On Spiritual Pacing
I’ve had several spiritual mountaintop experiences in my life. Some have covered extended periods – like the twelve-month period of my conversion where I could feel myself growing rapidly spiritually on a daily basis. Many were for a season – such as the particularly fruitful Lent I experienced this year. Some corresponded with big life events – when I married my husband, the birth of each of my children, and even various career changes. Most, however, are fleeting moments - that quiet prayer time in the early morning before my children awaken, a particularly convicting homily, that verse in the daily Mass readings that I’ve read a million times before that suddenly arrests me, a glimpse of a beautiful garden on an evening run. I love the mountaintops.
As much as I would like to stay in these spiritual heights, most of the time I’m living in the plains. Not exactly a desert of spiritual dryness, but certainly not the mountaintop where I’m continuously brimming over with inspiration from the Holy Spirit. It’s a place of spiritual humdrum, if you will. And although I try to cling to that mountaintop experience, it seems as though it has fizzled. The sheen has worn off. The fruits produced there no longer contain such an intense flavor, and frankly, perhaps they’re even starting to taste a little stale.
This isn’t a unique phenomenon, of course. The Israelites grew weary of their miraculous manna from Heaven to the point where they begged to be allowed to return to slavery and their fleshpots in Egypt. The disciples, after witnessing the Resurrection itself, doubted even as they worshiped Jesus on Mount Olivet prior to His Ascension (Matthew 28:16). While this may seem incredible, it’s really no different from what I do every single day. I leave the spiritual mountaintop of a particularly fruitful morning devotional, only to lose my temper with my children an hour later over something inconsequential.

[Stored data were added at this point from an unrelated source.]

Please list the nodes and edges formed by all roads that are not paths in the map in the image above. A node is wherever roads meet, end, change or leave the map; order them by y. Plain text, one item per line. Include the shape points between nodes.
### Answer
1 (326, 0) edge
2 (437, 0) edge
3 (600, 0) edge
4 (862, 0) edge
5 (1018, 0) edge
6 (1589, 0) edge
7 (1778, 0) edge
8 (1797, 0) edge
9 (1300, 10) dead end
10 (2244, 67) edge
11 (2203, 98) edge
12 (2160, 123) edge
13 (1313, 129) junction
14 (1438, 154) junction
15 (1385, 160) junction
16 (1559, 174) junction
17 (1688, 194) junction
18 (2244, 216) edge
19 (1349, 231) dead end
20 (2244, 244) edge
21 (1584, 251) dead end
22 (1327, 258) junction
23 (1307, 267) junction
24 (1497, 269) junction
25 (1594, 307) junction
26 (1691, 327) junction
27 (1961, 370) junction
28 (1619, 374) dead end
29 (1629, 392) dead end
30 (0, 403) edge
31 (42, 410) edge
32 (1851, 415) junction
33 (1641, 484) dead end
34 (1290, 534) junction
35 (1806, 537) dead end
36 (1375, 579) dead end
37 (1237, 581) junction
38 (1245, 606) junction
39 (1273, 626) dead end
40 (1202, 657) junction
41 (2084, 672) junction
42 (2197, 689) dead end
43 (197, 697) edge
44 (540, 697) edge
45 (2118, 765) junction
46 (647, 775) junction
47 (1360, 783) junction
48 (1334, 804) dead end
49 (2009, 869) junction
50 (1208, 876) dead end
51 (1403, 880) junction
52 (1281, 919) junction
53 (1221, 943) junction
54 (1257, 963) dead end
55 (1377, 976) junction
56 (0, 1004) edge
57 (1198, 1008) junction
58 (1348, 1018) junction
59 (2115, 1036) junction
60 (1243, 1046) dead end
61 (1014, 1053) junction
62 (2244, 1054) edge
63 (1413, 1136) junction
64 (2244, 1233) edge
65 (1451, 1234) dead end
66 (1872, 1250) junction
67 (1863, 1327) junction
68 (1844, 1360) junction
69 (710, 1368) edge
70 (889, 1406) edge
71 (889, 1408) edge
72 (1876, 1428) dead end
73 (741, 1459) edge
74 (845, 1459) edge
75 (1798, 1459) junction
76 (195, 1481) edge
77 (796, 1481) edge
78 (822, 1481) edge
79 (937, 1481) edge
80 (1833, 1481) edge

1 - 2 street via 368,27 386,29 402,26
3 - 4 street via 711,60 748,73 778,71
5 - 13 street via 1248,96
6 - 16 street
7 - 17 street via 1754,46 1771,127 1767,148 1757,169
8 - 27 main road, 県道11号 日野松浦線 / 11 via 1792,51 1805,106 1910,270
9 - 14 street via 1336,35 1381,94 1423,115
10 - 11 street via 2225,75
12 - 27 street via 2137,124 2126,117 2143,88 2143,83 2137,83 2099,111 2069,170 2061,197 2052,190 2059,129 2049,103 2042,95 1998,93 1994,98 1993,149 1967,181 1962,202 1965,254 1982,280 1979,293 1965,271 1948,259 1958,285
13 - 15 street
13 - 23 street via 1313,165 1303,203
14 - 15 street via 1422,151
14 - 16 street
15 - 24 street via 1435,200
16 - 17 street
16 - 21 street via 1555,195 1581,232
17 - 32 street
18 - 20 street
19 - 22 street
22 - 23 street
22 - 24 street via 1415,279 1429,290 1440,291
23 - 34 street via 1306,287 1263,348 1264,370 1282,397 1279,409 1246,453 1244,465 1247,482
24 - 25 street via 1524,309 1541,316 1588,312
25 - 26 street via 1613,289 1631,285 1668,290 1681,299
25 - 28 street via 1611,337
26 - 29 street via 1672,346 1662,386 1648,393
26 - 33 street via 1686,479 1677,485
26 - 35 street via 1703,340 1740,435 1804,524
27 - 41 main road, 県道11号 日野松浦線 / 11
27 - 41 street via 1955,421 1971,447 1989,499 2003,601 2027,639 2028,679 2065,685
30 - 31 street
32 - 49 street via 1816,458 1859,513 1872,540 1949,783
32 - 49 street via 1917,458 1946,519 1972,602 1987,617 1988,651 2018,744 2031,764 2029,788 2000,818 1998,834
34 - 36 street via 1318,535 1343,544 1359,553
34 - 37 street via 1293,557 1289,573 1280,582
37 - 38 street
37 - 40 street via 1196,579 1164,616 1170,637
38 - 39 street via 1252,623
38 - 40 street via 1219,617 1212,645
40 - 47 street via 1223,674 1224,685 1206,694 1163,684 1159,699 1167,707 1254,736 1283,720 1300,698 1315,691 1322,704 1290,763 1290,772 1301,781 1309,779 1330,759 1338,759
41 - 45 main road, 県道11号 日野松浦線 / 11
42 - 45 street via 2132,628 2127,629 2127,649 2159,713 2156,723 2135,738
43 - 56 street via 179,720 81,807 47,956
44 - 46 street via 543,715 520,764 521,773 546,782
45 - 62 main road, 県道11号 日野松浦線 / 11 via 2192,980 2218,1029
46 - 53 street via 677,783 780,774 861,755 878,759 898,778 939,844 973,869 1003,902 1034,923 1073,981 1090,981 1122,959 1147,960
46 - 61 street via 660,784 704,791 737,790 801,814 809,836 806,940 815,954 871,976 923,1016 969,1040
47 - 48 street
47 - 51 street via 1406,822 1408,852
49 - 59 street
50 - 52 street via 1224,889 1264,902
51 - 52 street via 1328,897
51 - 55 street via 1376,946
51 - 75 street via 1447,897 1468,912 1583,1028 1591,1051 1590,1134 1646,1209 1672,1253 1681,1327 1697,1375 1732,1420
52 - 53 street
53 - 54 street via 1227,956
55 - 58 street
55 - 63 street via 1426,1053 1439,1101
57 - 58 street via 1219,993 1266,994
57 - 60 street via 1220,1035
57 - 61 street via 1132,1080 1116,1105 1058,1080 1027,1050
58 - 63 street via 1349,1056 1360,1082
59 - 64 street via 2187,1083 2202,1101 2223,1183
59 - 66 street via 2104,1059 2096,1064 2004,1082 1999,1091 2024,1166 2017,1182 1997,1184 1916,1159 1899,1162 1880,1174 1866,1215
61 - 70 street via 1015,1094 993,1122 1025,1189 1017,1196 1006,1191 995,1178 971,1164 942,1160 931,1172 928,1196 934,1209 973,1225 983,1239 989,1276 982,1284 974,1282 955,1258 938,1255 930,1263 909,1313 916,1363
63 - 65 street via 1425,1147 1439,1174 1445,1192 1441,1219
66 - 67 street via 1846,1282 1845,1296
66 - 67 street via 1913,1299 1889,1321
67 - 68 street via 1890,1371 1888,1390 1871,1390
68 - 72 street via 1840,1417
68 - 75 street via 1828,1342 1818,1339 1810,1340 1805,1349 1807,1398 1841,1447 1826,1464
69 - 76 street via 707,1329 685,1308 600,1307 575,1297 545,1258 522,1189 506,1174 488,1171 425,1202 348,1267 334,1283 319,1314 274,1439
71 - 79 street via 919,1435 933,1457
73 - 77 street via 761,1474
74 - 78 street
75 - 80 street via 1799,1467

This week in the liturgy, we find ourselves between two spiritual mountaintop experiences: the Ascension and Pentecost. And after Pentecost, we return to Ordinary Time for a long chunk of the remainder of what has been a very strange year. We are about to descend from the mountaintop into the spiritual plains. How do we hold on to the spiritual fruits of our experiences thus far? How do we savor them, make them last, and allow them to sustain us through the coming months?
We cannot rest on our spiritual laurels. Neither can we blithely assume we have crossed the finish line of spiritual maturity as a result of any particular mountaintop experience, no matter how intense. St. Philip Neri, whose Feast Day is also celebrated this week, counsels that “[w]e must never trust ourselves, for it is the devil’s way first to get us to feel secure, and then make us fall!” While I am not counseling living in a state of constant fear and spiritual doubt, we must also take care to not bury the talents God has entrusted to us. We must instead find some way to invest them and make them grow even more (Matthew 25:14-30).
While the Israelites were wandering in the desert preparing to enter the Promised Land, God gave them the following commandment:
“When you come into the land and plant any fruit tree there, first look upon its fruit as if it were uncircumcised. For three years, it shall be uncircumcised for you; it may not be eaten. In the fourth year, however, all of its fruit shall be dedicated to the Lord in joyous celebration Not until the fifth year may you eat its fruit, to increase the yield for you.” // Leviticus 19:23
While this is good horticultural advice, I think it also applies to spiritual pacing. We are running a marathon, not a sprint. God, in His wisdom, does not grant the majority of us the frequent, intense spiritual experiences of many of the mystics - and even the greatest saints experienced lengthy periods of spiritual dryness. The spiritual plains, deserts, and valleys are going to encompass a large part of our lives. The fruits of the Holy Spirit are not meant to last only for the relatively short span of time on which we are on a spiritual mountaintop. Instead, they are meant to be tenderly looked after - pruned, fertilized, watered – so that they may increase their yield over years to come and sustain us through these lower altitudes of the spiritual life.
St. Paul exhorts us in Hebrews 12:1 to “persevere in running the race that is before us while keeping our eyes fixed on Jesus.” St. Philip Neri encourages us to “pray incessantly for the gift of perseverance. We must not leave off our prayers because of distractions and restlessness of the mind, although it seems useless to go on with them.” The disciples, after the Ascension, despite their doubts and most likely still grappling with the emotional roller coaster of that first Easter, dutifully followed the Lord’s command, headed back into Jerusalem, and devoted themselves in one accord to prayer (Acts 1:13-14).
As we are coming up both on the halfway point of the year and a change in liturgical seasons, it’s a good time to take a spiritual inventory. Perhaps you are currently on a mountaintop. Or maybe, like me, you’re trudging dutifully through the plains. Maybe you’re in the desert or a dark valley and you’re feeling abandoned and alone. Wherever you find yourself spiritually right now – keep walking. Keep praying, keep reading, keep searching. Keep doing the next right thing. Ask for the gift of perseverance. The fruits God has given you are still there, even if you’ve lost all sense of their flavor. Trust Him, and tend your garden.